Scan the records for lines with the word "Left", and copy every such line.

[Collected data entries]
***

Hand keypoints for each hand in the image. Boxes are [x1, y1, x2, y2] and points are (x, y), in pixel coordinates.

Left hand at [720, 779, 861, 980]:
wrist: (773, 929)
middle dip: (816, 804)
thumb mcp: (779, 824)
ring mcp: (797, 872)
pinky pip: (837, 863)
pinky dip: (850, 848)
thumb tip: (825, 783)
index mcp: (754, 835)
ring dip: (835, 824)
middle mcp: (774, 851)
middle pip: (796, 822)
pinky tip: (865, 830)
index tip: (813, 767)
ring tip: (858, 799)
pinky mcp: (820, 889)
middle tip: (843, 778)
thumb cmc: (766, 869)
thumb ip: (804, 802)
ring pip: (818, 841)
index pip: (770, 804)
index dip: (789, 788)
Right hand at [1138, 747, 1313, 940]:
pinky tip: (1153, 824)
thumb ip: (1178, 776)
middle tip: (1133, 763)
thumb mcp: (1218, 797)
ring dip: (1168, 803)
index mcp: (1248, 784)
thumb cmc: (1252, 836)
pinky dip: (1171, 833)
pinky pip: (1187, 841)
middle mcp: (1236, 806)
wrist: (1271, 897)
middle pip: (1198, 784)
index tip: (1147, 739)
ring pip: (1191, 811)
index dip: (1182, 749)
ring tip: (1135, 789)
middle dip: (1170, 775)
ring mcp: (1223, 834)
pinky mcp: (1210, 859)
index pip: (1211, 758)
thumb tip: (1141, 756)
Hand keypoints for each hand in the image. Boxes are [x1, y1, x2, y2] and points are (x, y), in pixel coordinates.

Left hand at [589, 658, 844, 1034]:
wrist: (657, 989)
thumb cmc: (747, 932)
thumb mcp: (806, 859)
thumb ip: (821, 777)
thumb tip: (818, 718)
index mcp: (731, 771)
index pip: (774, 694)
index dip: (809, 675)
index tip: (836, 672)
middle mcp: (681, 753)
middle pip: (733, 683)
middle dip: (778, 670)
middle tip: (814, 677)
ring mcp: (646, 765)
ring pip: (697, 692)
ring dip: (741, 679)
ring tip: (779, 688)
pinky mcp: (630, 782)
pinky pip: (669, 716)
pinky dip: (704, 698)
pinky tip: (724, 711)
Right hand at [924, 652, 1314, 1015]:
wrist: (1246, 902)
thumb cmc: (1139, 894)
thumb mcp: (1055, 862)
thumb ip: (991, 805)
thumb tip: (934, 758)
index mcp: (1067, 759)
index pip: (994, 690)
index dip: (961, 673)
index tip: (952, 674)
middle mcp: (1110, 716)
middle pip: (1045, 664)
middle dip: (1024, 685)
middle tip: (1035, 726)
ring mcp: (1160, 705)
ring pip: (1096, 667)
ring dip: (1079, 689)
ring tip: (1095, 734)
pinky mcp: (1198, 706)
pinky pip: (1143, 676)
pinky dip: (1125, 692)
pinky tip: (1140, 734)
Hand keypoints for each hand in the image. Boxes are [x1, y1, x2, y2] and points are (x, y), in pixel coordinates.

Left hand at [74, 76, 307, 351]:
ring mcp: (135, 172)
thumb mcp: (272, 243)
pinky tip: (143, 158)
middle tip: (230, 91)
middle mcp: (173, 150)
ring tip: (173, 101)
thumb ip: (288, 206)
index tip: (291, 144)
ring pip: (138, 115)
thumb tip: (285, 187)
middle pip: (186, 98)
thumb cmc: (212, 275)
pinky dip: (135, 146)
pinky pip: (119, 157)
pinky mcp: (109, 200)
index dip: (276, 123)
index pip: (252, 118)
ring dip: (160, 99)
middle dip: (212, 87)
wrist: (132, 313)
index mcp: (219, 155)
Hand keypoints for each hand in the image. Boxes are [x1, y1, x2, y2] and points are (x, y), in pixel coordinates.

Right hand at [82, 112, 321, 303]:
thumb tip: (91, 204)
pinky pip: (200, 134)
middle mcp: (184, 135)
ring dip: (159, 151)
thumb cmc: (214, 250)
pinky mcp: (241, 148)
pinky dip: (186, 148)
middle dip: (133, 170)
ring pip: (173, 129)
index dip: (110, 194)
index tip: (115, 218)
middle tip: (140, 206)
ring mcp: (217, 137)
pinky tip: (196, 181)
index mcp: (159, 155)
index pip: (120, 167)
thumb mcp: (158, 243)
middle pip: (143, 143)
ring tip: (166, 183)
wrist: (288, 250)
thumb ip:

***

● **Output for this task**
Left hand at [720, 779, 861, 980]:
Left hand at [589, 658, 844, 1034]:
Left hand at [74, 76, 307, 351]:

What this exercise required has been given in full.